Considerable evidence for this perspective can be found in the summary report from the IISD on COP-10, which includes the following telling excerpt:

“Least developed countries – some of the most vulnerable to the impacts of climate change – failed for the second consecutive year to secure a decision for full-cost funding of adaptation through the Global Environment Facility (GEF). All financial resources for the LDC Fund are channeled through the GEF. The problems encountered by the LDC Fund shed light on the core problem of addressing adaptation in the context of the UNFCCC. Adaptation is an integral part of development, and as such, no project directed at adaptation will fall squarely within the scope of the UNFCCC, but will rather have components that include other aspects of development, such as disaster preparedness, water management, desertification prevention, or biodiversity protection. This problem was highlighted with great honesty by a GEF project director who said that when projects fall under many categories, rather than being easily adopted due to their clear synergies and multiple benefits, they become more complex and difficult to approve due to a series of successive revisions needed by different focal areas.

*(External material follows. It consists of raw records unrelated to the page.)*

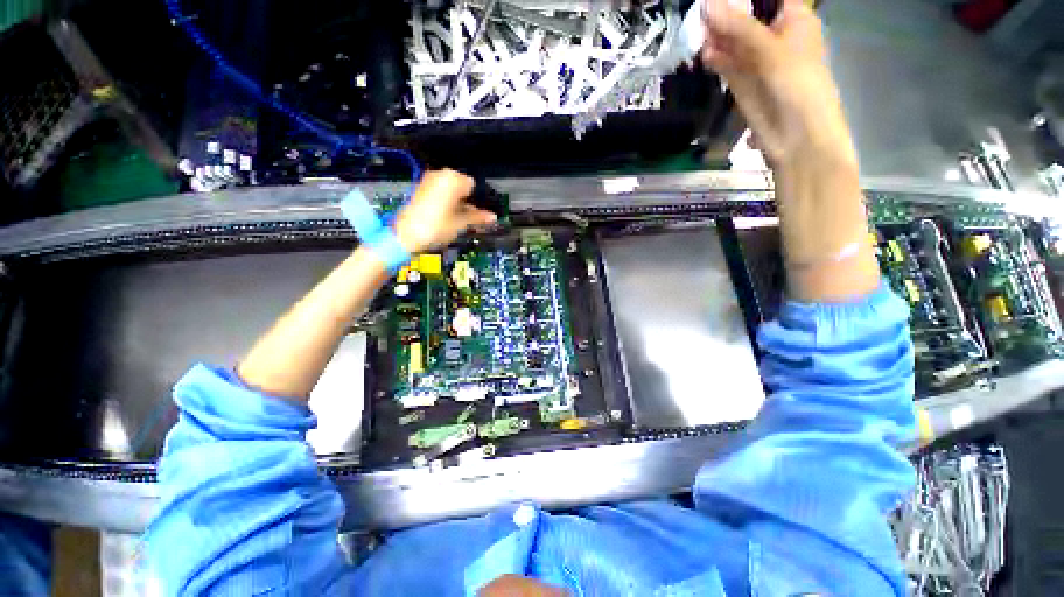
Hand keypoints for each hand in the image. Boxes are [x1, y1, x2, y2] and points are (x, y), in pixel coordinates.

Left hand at [393, 169, 496, 253]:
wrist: (407, 234)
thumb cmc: (436, 227)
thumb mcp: (461, 223)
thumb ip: (478, 217)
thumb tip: (493, 217)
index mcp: (453, 179)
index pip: (472, 185)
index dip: (477, 199)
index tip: (478, 212)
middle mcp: (440, 175)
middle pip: (461, 185)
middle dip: (466, 199)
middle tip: (469, 215)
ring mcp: (429, 180)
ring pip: (450, 189)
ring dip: (456, 200)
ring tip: (458, 218)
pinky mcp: (421, 188)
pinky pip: (440, 191)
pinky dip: (446, 200)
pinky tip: (447, 215)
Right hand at [701, 0, 856, 169]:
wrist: (795, 137)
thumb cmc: (798, 86)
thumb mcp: (770, 51)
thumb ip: (738, 28)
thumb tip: (707, 5)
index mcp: (794, 20)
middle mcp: (775, 36)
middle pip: (746, 15)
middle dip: (725, 12)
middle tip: (701, 11)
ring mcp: (757, 60)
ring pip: (732, 39)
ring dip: (716, 35)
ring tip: (698, 32)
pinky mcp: (742, 82)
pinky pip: (726, 63)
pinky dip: (715, 57)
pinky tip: (704, 53)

To add to this problem, adaptation projects are generally built on, or embedded in, larger national or local development projects and, therefore, the funding by the GEF would only cover a portion of the costs. In other words, if a country seeks funding for a project on flood prevention, the GEF would only be able to finance a portion proportional to the additional harm that floods have caused or will cause as a result of climate change, and the rest would have to be co-financed by some other body. The plea from LDCs, particularly the SIDS, lies precisely on this paradox, in that even if funds are available in the LDC Fund, their difficulty of finding adequate co-financing, and the costly and cumbersome calculation of the additional costs, renders the financial resources in the LDC Fund, in practice, almost inaccessible.”

The FCCC’s narrow definition of climate change is incompatible with that used by the IPCC and is also a real obstacle to action.  This needs more discussion in the community.

Pielke, Jr., R. A., 2004: What is Climate Change?, Issues in Science and Technology, Summer, 1-4.